= EXTRACTED DATA =
..............................

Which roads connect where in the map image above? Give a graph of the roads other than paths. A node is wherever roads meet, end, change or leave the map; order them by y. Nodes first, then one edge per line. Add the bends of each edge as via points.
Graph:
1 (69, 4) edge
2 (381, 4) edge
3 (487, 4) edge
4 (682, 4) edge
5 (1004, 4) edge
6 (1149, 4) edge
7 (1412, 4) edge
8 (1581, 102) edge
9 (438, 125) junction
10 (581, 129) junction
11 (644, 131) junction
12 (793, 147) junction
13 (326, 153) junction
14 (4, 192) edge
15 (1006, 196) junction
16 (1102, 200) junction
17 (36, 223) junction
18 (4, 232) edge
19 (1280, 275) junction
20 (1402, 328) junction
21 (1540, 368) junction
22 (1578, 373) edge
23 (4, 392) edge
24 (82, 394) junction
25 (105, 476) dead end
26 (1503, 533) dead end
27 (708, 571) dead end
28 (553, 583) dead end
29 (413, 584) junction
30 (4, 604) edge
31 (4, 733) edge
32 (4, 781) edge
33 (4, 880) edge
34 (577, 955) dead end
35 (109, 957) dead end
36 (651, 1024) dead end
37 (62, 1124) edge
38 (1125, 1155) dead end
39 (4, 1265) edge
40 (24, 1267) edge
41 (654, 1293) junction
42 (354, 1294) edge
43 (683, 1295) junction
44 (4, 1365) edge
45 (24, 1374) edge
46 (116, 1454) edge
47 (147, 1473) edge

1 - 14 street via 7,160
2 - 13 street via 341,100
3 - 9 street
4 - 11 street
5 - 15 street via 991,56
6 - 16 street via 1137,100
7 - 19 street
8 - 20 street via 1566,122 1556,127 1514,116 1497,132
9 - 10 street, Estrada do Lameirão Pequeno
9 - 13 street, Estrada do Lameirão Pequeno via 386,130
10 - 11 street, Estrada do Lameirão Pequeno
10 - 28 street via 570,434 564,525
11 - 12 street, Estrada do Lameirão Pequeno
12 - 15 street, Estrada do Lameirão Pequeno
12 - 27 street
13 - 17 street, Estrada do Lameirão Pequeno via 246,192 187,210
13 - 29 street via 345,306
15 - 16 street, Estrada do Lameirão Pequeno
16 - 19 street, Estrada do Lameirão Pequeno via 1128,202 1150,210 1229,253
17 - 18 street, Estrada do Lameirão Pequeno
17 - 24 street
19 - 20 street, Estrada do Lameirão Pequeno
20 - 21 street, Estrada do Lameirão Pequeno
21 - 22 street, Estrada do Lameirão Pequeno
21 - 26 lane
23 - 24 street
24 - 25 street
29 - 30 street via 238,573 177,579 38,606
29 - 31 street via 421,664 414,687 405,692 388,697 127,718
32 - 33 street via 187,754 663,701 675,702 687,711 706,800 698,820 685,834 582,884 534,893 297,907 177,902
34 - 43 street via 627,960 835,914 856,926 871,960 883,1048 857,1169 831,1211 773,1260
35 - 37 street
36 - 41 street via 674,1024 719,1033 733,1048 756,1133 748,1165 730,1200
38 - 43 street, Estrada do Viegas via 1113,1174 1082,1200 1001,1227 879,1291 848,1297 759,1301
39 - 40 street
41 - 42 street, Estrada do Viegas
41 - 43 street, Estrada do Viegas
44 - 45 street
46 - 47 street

..............................

= REQUIRED WORK =
Everything in the listing should be given again word for word.

= SOLVED PROBLEM =
Which roads connect where in the map image above? Give a graph of the roads other than paths. A node is wherever roads meet, end, change or leave the map; order them by y. Nodes first, then one edge per line. Add the bends of each edge as via points.
Graph:
1 (69, 4) edge
2 (381, 4) edge
3 (487, 4) edge
4 (682, 4) edge
5 (1004, 4) edge
6 (1149, 4) edge
7 (1412, 4) edge
8 (1581, 102) edge
9 (438, 125) junction
10 (581, 129) junction
11 (644, 131) junction
12 (793, 147) junction
13 (326, 153) junction
14 (4, 192) edge
15 (1006, 196) junction
16 (1102, 200) junction
17 (36, 223) junction
18 (4, 232) edge
19 (1280, 275) junction
20 (1402, 328) junction
21 (1540, 368) junction
22 (1578, 373) edge
23 (4, 392) edge
24 (82, 394) junction
25 (105, 476) dead end
26 (1503, 533) dead end
27 (708, 571) dead end
28 (553, 583) dead end
29 (413, 584) junction
30 (4, 604) edge
31 (4, 733) edge
32 (4, 781) edge
33 (4, 880) edge
34 (577, 955) dead end
35 (109, 957) dead end
36 (651, 1024) dead end
37 (62, 1124) edge
38 (1125, 1155) dead end
39 (4, 1265) edge
40 (24, 1267) edge
41 (654, 1293) junction
42 (354, 1294) edge
43 (683, 1295) junction
44 (4, 1365) edge
45 (24, 1374) edge
46 (116, 1454) edge
47 (147, 1473) edge

1 - 14 street via 7,160
2 - 13 street via 341,100
3 - 9 street
4 - 11 street
5 - 15 street via 991,56
6 - 16 street via 1137,100
7 - 19 street
8 - 20 street via 1566,122 1556,127 1514,116 1497,132
9 - 10 street, Estrada do Lameirão Pequeno
9 - 13 street, Estrada do Lameirão Pequeno via 386,130
10 - 11 street, Estrada do Lameirão Pequeno
10 - 28 street via 570,434 564,525
11 - 12 street, Estrada do Lameirão Pequeno
12 - 15 street, Estrada do Lameirão Pequeno
12 - 27 street
13 - 17 street, Estrada do Lameirão Pequeno via 246,192 187,210
13 - 29 street via 345,306
15 - 16 street, Estrada do Lameirão Pequeno
16 - 19 street, Estrada do Lameirão Pequeno via 1128,202 1150,210 1229,253
17 - 18 street, Estrada do Lameirão Pequeno
17 - 24 street
19 - 20 street, Estrada do Lameirão Pequeno
20 - 21 street, Estrada do Lameirão Pequeno
21 - 22 street, Estrada do Lameirão Pequeno
21 - 26 lane
23 - 24 street
24 - 25 street
29 - 30 street via 238,573 177,579 38,606
29 - 31 street via 421,664 414,687 405,692 388,697 127,718
32 - 33 street via 187,754 663,701 675,702 687,711 706,800 698,820 685,834 582,884 534,893 297,907 177,902
34 - 43 street via 627,960 835,914 856,926 871,960 883,1048 857,1169 831,1211 773,1260
35 - 37 street
36 - 41 street via 674,1024 719,1033 733,1048 756,1133 748,1165 730,1200
38 - 43 street, Estrada do Viegas via 1113,1174 1082,1200 1001,1227 879,1291 848,1297 759,1301
39 - 40 street
41 - 42 street, Estrada do Viegas
41 - 43 street, Estrada do Viegas
44 - 45 street
46 - 47 street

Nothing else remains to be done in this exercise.